Mr Wither’s face was a mask of frozen, disbelieving horror, his skin was patchy grey and purple. Twice he tried to say something. Then he sat down, trembling, shaking his head dazedly like an old dog that has been hit.

‘How long has this been going on?’ he almost whispered at last.

‘Six months. I fell in love with him the first week he came here. You see, he’s so beautiful, and in this house,’ Tina’s voice was hard and calm, but what exquisite relief there was in letting these warm words come from her lips; the truth, the lovely truth, bare as Venus! ‘We’re none of us beautiful, and the life we lead isn’t beautiful either. He’s like the God of Spring. No woman could resist that, you know, Father, especially a woman of my age who’s been sexually starved for years—’

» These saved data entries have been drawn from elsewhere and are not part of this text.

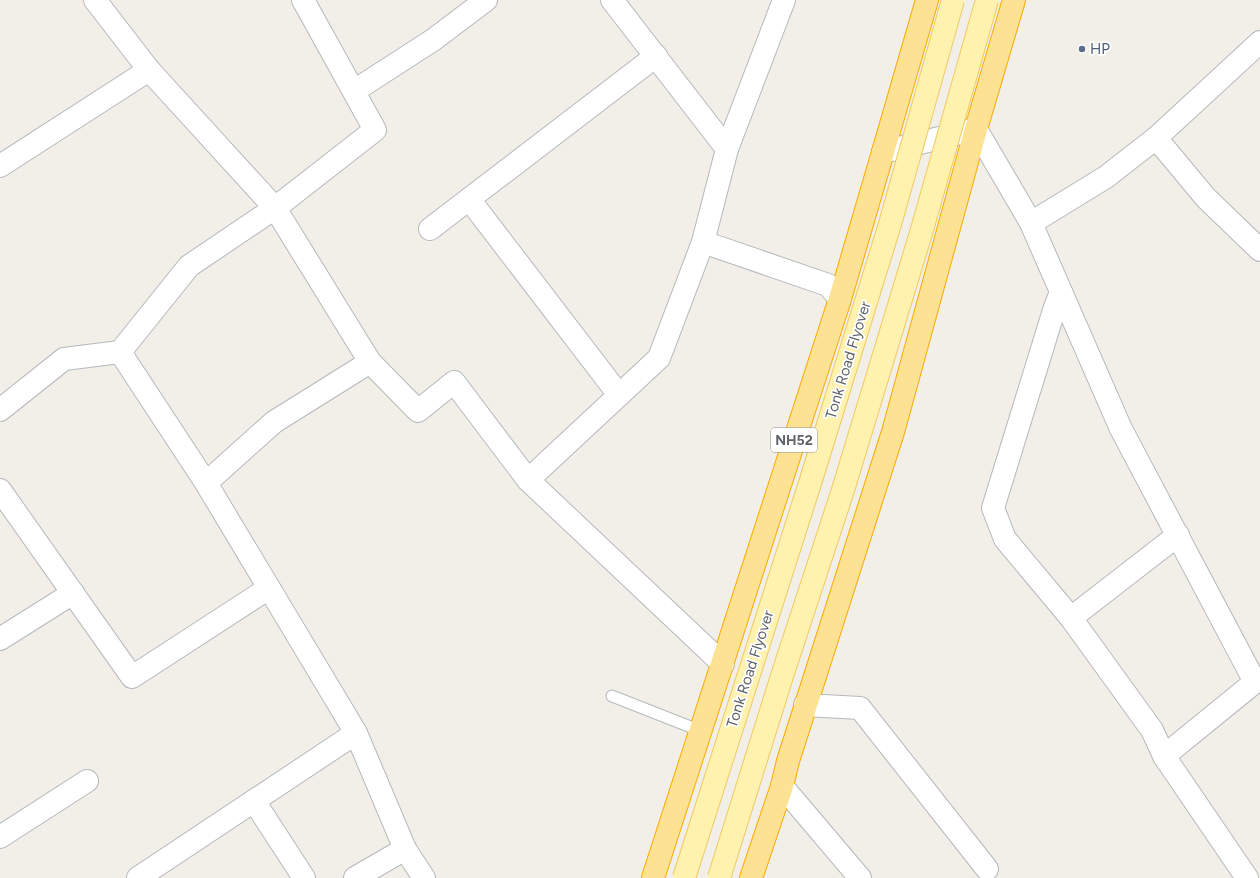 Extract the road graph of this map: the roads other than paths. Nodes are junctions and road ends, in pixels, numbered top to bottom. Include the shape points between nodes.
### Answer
1 (95, 0) edge
2 (303, 0) edge
3 (486, 0) edge
4 (612, 0) edge
5 (784, 0) edge
6 (927, 0) edge
7 (953, 0) edge
8 (987, 0) edge
9 (1014, 0) edge
10 (1260, 42) edge
11 (656, 56) junction
12 (149, 70) junction
13 (354, 91) junction
14 (976, 129) junction
15 (1156, 138) junction
16 (727, 149) junction
17 (884, 152) junction
18 (0, 166) edge
19 (469, 199) junction
20 (275, 208) junction
21 (1031, 223) junction
22 (430, 229) dead end
23 (703, 242) junction
24 (1260, 250) edge
25 (1061, 292) junction
26 (840, 299) junction
27 (120, 352) junction
28 (370, 362) junction
29 (619, 395) junction
30 (0, 410) edge
31 (528, 480) junction
32 (206, 483) junction
33 (0, 490) edge
34 (1178, 535) junction
35 (269, 588) junction
36 (72, 592) junction
37 (1072, 618) junction
38 (0, 639) edge
39 (722, 664) junction
40 (612, 696) dead end
41 (805, 705) junction
42 (701, 731) junction
43 (356, 733) junction
44 (1164, 756) junction
45 (87, 781) dead end
46 (782, 786) junction
47 (254, 801) junction
48 (0, 837) edge
49 (405, 850) junction
50 (987, 868) dead end
51 (138, 878) edge
52 (304, 878) edge
53 (355, 878) edge
54 (424, 878) edge
55 (653, 878) edge
56 (684, 878) edge
57 (718, 878) edge
58 (751, 878) edge
59 (860, 878) edge
60 (1247, 878) edge

1 - 12 street
2 - 13 street
3 - 13 street via 432,40
4 - 11 street
5 - 16 street
6 - 17 highway, NH52
7 - 56 main road, Tonk Road Flyover, bridge via 876,269
8 - 57 main road, bridge via 843,490
9 - 14 highway
10 - 15 street
11 - 16 street
11 - 19 street
12 - 18 street
12 - 20 street
13 - 20 street via 375,130
14 - 17 street
14 - 21 street
14 - 41 highway via 893,432
15 - 21 street via 1106,177
15 - 24 street via 1206,198
16 - 23 street
17 - 26 highway, NH52
19 - 22 street
19 - 29 street
20 - 27 street via 189,266
20 - 28 street
21 - 25 street
23 - 26 street via 828,285
23 - 29 street via 659,358
25 - 34 street via 1121,429
25 - 37 street via 993,508 1004,539
26 - 39 highway, NH52
27 - 30 street via 64,358
27 - 32 street
28 - 31 street via 418,411 454,382
28 - 32 street via 274,422
29 - 31 street
31 - 39 street
32 - 35 street
33 - 36 street
34 - 37 street
34 - 44 street via 1255,682
35 - 36 street via 132,677
35 - 43 street
36 - 38 street
37 - 44 street via 1152,730
39 - 42 highway, NH52
40 - 42 lane
41 - 46 highway
41 - 50 street via 860,708
42 - 55 highway, NH52
43 - 47 street
43 - 49 street
44 - 60 street
45 - 48 street
46 - 58 highway
46 - 59 street
47 - 51 street
47 - 52 street
49 - 53 street
49 - 54 street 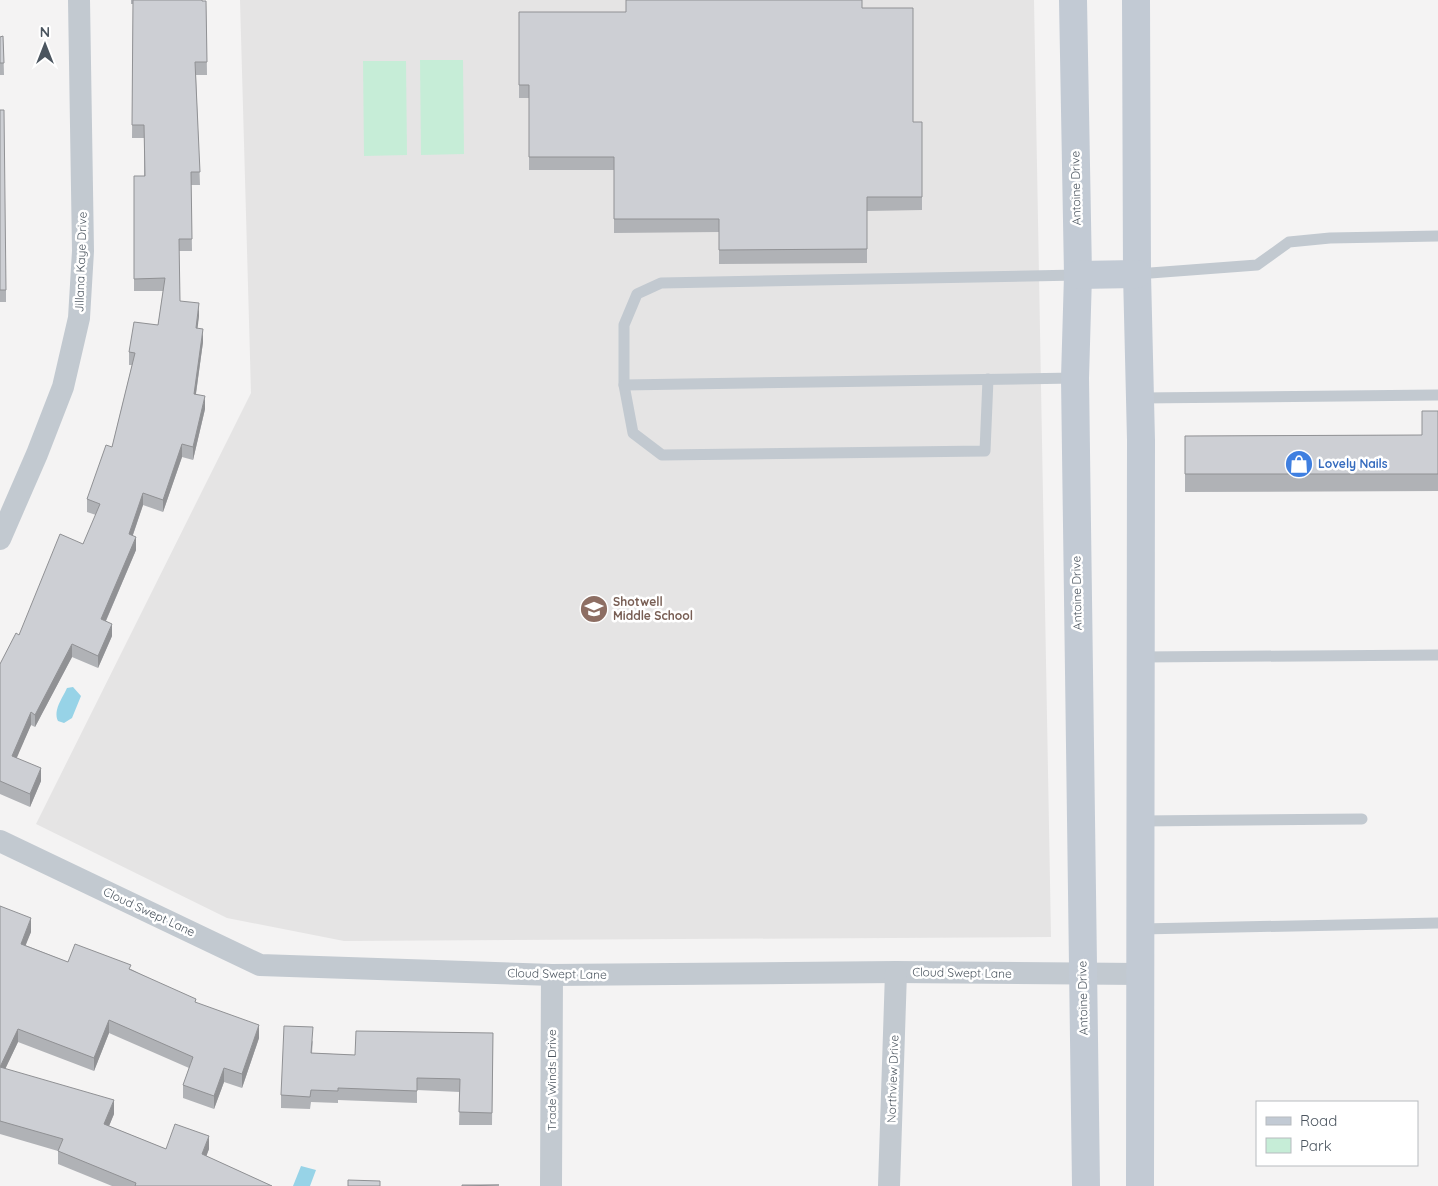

‘Dammit, Tina, you needn’t be disgusting,’ cut in Madge.

‘—and as I’ve trained myself to look at the truth in a way that none of you can, I thought it all out and decided it was better to risk having a baby—’

Faint cries and movements from the audience.

‘—by Saxon and have the delight of sleeping with him than never sleep with anyone at all, or with someone old and ugly, like we’re all getting to be in this house, except Viola.’

Viola, kneeling before the fire and staring at her sister-in-law in fascinated horror, jumped at the sound of her name. Was it Tina, saying these awful, shocking things?

‘Oh, Tina,’ sobbed Mrs Wither, ‘you aren’t going to have a – have a—’

‘I don’t know … yet,’ said Tina grimly, and lit a cigarette.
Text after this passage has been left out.